Records drawn from a dataset
====
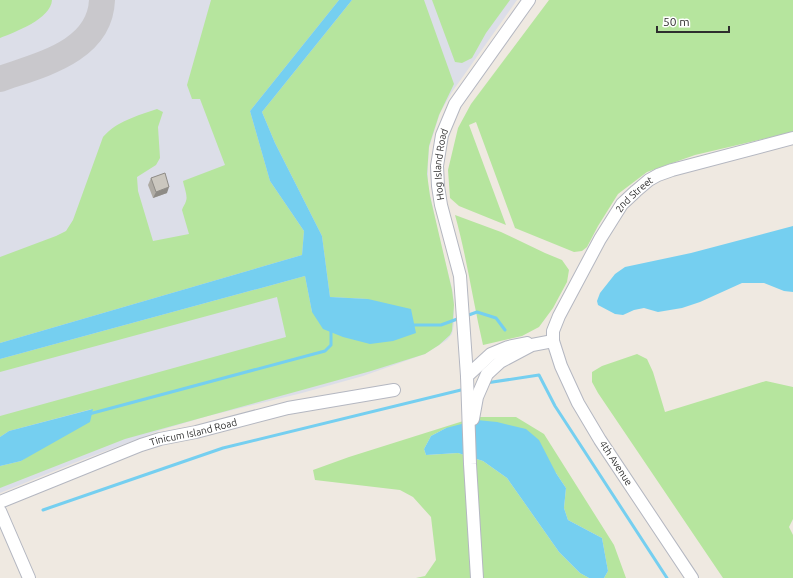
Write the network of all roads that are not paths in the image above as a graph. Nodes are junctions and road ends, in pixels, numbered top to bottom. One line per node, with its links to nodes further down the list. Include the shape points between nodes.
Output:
1 (529, 0): 5 (street, Hog Island Road, via 461,95 445,125 440,145 438,186 460,276)
2 (793, 138): 3 (street, 2nd Street, via 672,170 658,175 636,191 622,204 600,239 554,324)
3 (553, 341): 4 (street); 12 (street, 4th Avenue, via 582,409 600,440)
4 (532, 345): 5 (street, via 527,343 508,347 491,354); 7 (street, via 500,362 487,374 474,411)
5 (467, 379): 7 (street, Hog Island Road)
6 (394, 390): 8 (street, Tinicum Island Road, via 288,408 160,439)
7 (469, 453): 11 (street)
8 (0, 502)
9 (0, 511): 10 (street)
10 (29, 578)
11 (477, 578)
12 (692, 578)

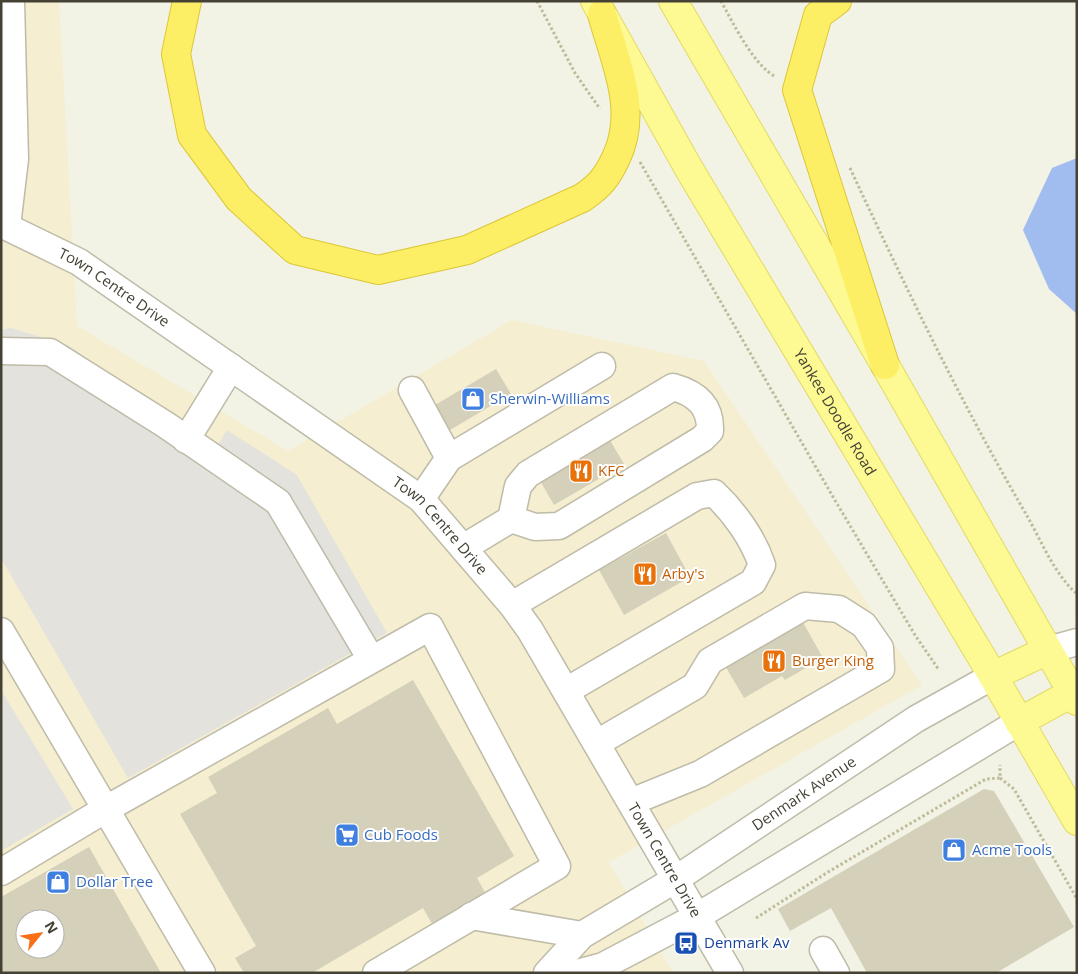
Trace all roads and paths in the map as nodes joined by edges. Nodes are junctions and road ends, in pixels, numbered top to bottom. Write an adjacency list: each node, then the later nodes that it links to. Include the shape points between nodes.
1 (11, 1): 10 (street)
2 (187, 1): 9 (highway, via 176,54 192,135 239,199 295,250 378,270 466,250 582,198 598,187 610,170)
3 (537, 1): 9 (path, via 575,73 608,120)
4 (673, 1): 14 (main road)
5 (721, 1): 8 (path, via 768,73)
6 (838, 1): 8 (highway, via 818,16)
7 (598, 8): 9 (highway, via 624,93 627,126); 30 (main road, Yankee Doodle Road, via 689,169)
8 (798, 87): 14 (highway)
9 (624, 135): 29 (path, via 856,536)
10 (8, 157): 12 (street)
11 (846, 160): 23 (path, via 1006,481 1061,575)
12 (4, 225): 16 (street, Town Centre Drive, via 79,262)
13 (1, 351): 18 (street, via 50,352)
14 (885, 365): 27 (main road)
15 (602, 366): 19 (street)
16 (231, 367): 18 (street); 20 (street, Town Centre Drive)
17 (412, 390): 19 (street)
18 (186, 440): 28 (street, via 278,502)
19 (449, 458): 20 (street)
20 (420, 499): 22 (street, Town Centre Drive)
21 (511, 520): 21 (street, via 535,527 559,526 702,439 710,431 710,421 699,399 690,392 673,388 528,474 518,486); 22 (street)
22 (463, 548): 24 (street, Town Centre Drive)
23 (1077, 594)
24 (512, 605): 31 (street, Town Centre Drive); 31 (street, via 697,496 714,493 730,508 762,565 753,582)
25 (1, 631): 38 (street)
26 (1077, 642): 27 (street, Denmark Avenue)
27 (1048, 650): 30 (main road, Denmark Avenue); 32 (main road)
28 (372, 660): 38 (street); 43 (street, via 430,627 556,866)
29 (939, 670)
30 (993, 676): 33 (main road, Yankee Doodle Road); 41 (street, Denmark Avenue, via 916,719)
31 (566, 691): 34 (street, Town Centre Drive)
32 (1075, 695): 33 (main road)
33 (1019, 722): 39 (main road, Yankee Doodle Road); 44 (street)
34 (597, 744): 37 (street, Town Centre Drive); 37 (street, via 695,686 710,661 805,606 840,609 864,625 880,648 881,669 700,774)
35 (1000, 765): 36 (path)
36 (1000, 778): 42 (path, via 1014,789); 45 (path, via 986,779)
37 (631, 802): 41 (street, Town Centre Drive)
38 (106, 809): 40 (street); 48 (street)
39 (1077, 821)
40 (1, 872)
41 (676, 879): 44 (street, Town Centre Drive); 46 (street, Denmark Avenue)
42 (1077, 899)
43 (471, 916): 46 (street); 49 (street)
44 (698, 916): 51 (street, via 603,966); 52 (street, Town Centre Drive)
45 (756, 918)
46 (582, 935): 50 (street, Denmark Avenue)
47 (823, 950): 53 (street)
48 (202, 973)
49 (376, 973)
50 (547, 973)
51 (577, 973)
52 (730, 973)
53 (836, 973)

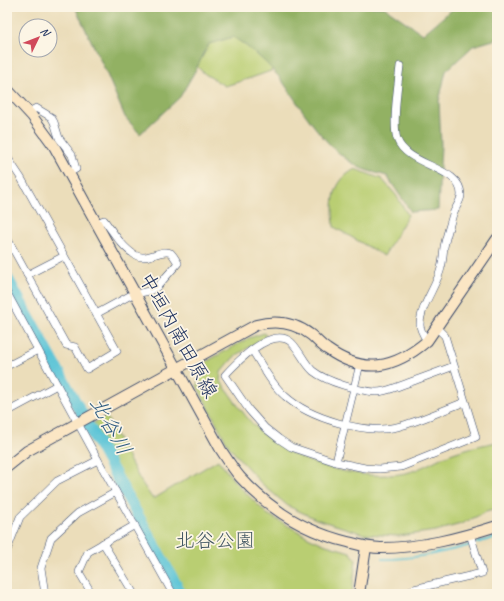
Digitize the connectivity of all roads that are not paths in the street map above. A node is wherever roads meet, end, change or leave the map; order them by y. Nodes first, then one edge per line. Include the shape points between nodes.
1 (400, 66) dead end
2 (7, 89) edge
3 (7, 157) edge
4 (97, 223) junction
5 (7, 238) edge
6 (497, 239) edge
7 (124, 246) junction
8 (114, 254) junction
9 (64, 256) junction
10 (27, 275) junction
11 (7, 293) edge
12 (135, 293) junction
13 (96, 314) junction
14 (437, 328) junction
15 (427, 341) junction
16 (38, 350) junction
17 (252, 350) junction
18 (360, 364) junction
19 (7, 365) edge
20 (454, 366) junction
21 (177, 368) junction
22 (57, 385) junction
23 (354, 388) junction
24 (465, 402) junction
25 (7, 412) edge
26 (79, 422) junction
27 (345, 425) junction
28 (98, 460) junction
29 (336, 462) junction
30 (7, 467) edge
31 (116, 492) junction
32 (135, 525) junction
33 (497, 526) edge
34 (470, 534) junction
35 (103, 543) junction
36 (366, 547) junction
37 (7, 550) edge
38 (45, 594) edge
39 (92, 594) edge
40 (134, 594) edge
41 (173, 594) edge
42 (359, 594) edge
43 (408, 594) edge

1 - 15 street via 394,128 398,140 406,153 445,172 455,180 461,196 444,247 441,268 421,316 420,326
2 - 4 main road, 中垣内南田原線 via 44,130
3 - 9 street
4 - 7 street via 104,220
4 - 8 main road, 中垣内南田原線
5 - 10 street
6 - 14 main road
7 - 8 street
7 - 12 street via 135,256 142,257 167,252 172,254 178,263 157,287
8 - 12 main road, 中垣内南田原線
9 - 10 street
9 - 13 street
10 - 13 street via 66,345 75,347 87,369 117,352
11 - 16 street
12 - 13 street
12 - 21 main road, 中垣内南田原線
14 - 15 main road
14 - 20 street via 445,336
15 - 18 main road via 400,360 385,365
16 - 19 street
16 - 22 street
17 - 23 street via 263,342 283,338 291,342 314,371 324,378
17 - 27 street via 277,388 286,397 309,412
17 - 29 street via 225,374 249,410 265,428 291,446
18 - 21 main road via 335,355 300,328 270,322 256,325
18 - 23 street
20 - 23 street via 386,391
20 - 24 street
21 - 26 main road
21 - 36 main road, 中垣内南田原線 via 221,450 240,477 286,517 309,529
22 - 25 street
22 - 26 street
23 - 27 street
24 - 27 street via 397,427 370,429
24 - 29 street via 476,437 401,467 365,468
26 - 28 street
26 - 30 main road via 27,451
27 - 29 street
28 - 31 street
28 - 37 street via 57,481 20,516
31 - 32 street
31 - 38 street via 78,513 52,538 41,568
32 - 35 street
32 - 41 street
33 - 34 main road, 中垣内南田原線
34 - 36 main road, 中垣内南田原線 via 397,548
34 - 43 street via 482,573 414,589
35 - 39 street via 88,552 79,572
35 - 40 street
36 - 42 main road

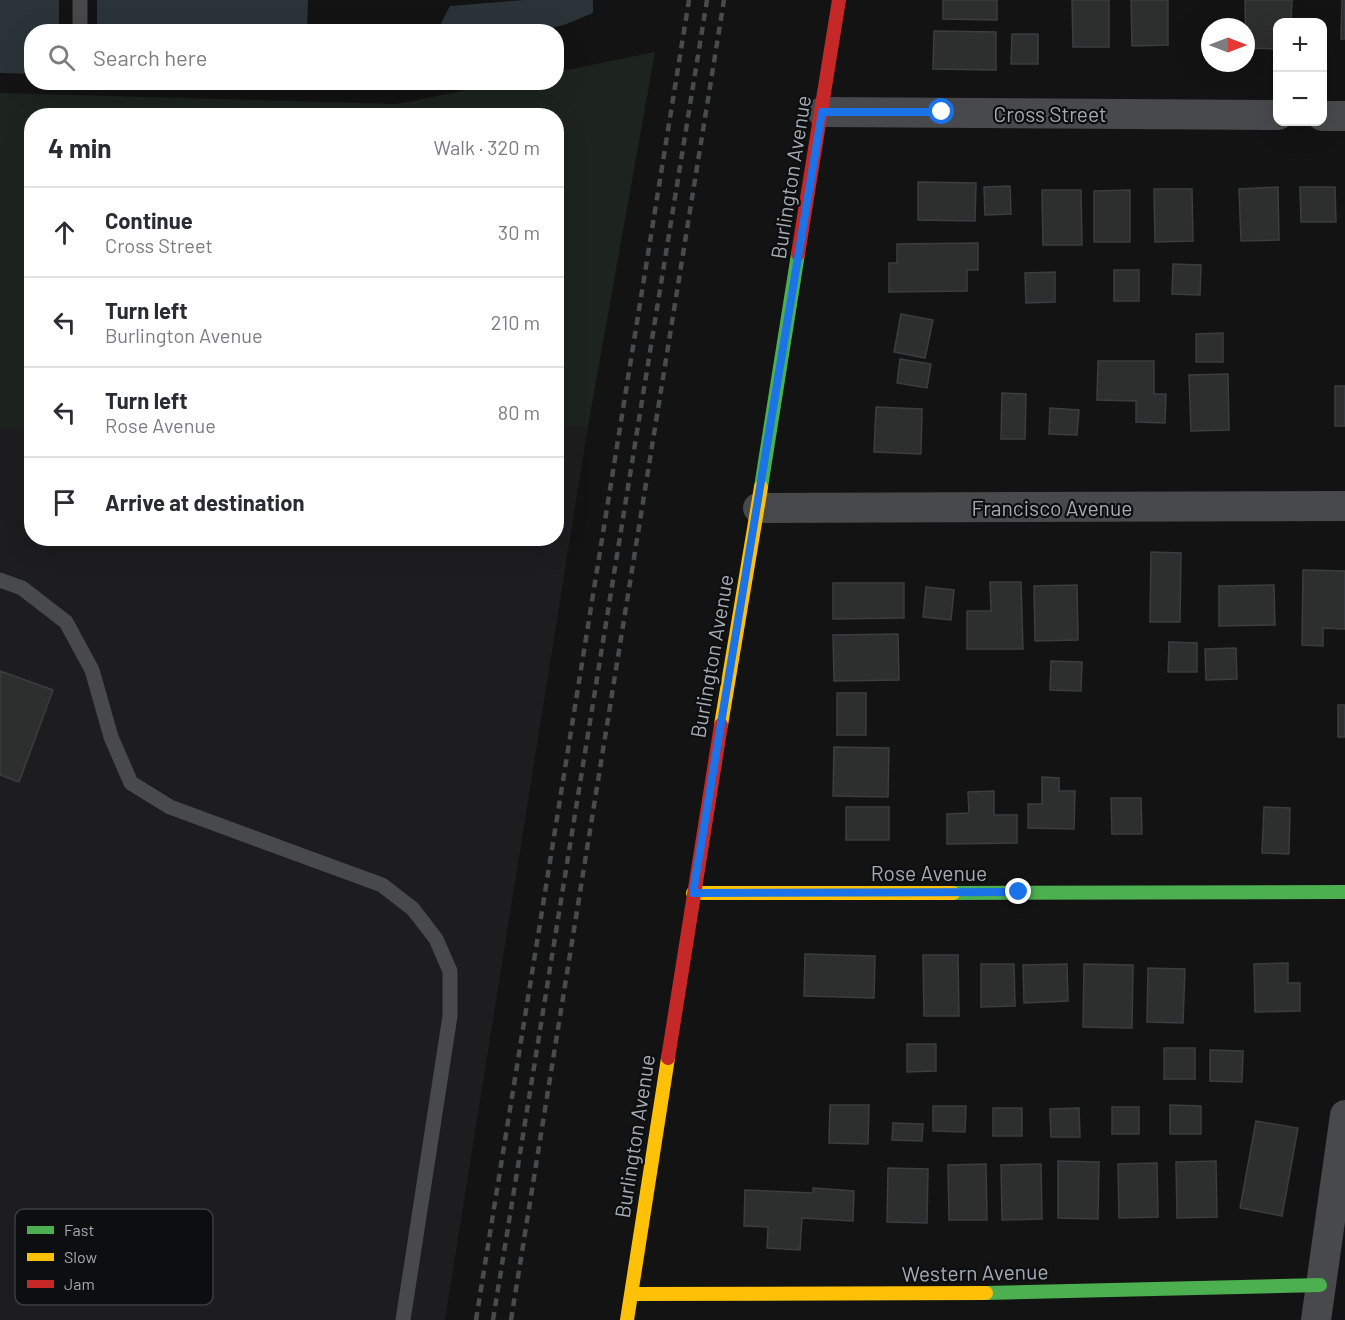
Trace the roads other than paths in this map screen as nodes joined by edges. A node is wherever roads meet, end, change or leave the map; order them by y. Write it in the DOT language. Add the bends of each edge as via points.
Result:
graph roads {
  1 [pos="80,0"];
  2 [pos="839,0"];
  3 [pos="80,24"];
  4 [pos="822,112"];
  5 [pos="1273,115"];
  6 [pos="1327,116"];
  7 [pos="1345,116"];
  8 [pos="1345,506"];
  9 [pos="758,508"];
  10 [pos="0,580"];
  11 [pos="1345,892"];
  12 [pos="693,893"];
  13 [pos="1345,1115"];
  14 [pos="1320,1286"];
  15 [pos="632,1294"];
  16 [pos="403,1320"];
  17 [pos="627,1320"];
  18 [pos="1316,1320"];
  1 -- 3 [label="lane"];
  2 -- 4 [label="street, Burlington Avenue"];
  4 -- 5 [label="street, Cross Street"];
  4 -- 9 [label="street, Burlington Avenue"];
  6 -- 7 [label="street"];
  8 -- 9 [label="street, Francisco Avenue"];
  9 -- 12 [label="street, Burlington Avenue"];
  10 -- 16 [label="lane" via="21,588 66,622 92,670 111,737 131,783 170,807 382,885 413,909 436,939 450,971 450,1016"];
  11 -- 12 [label="street, Rose Avenue"];
  12 -- 15 [label="street, Burlington Avenue"];
  13 -- 14 [label="street"];
  14 -- 15 [label="street, Western Avenue" via="912,1295"];
  14 -- 18 [label="street"];
  15 -- 17 [label="street, Burlington Avenue"];
}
====
**Exercise directions**
Copy the lines above that hold the word "Island".

**Solved exercise**
1 (529, 0): 5 (street, Hog Island Road, via 461,95 445,125 440,145 438,186 460,276)
5 (467, 379): 7 (street, Hog Island Road)
6 (394, 390): 8 (street, Tinicum Island Road, via 288,408 160,439)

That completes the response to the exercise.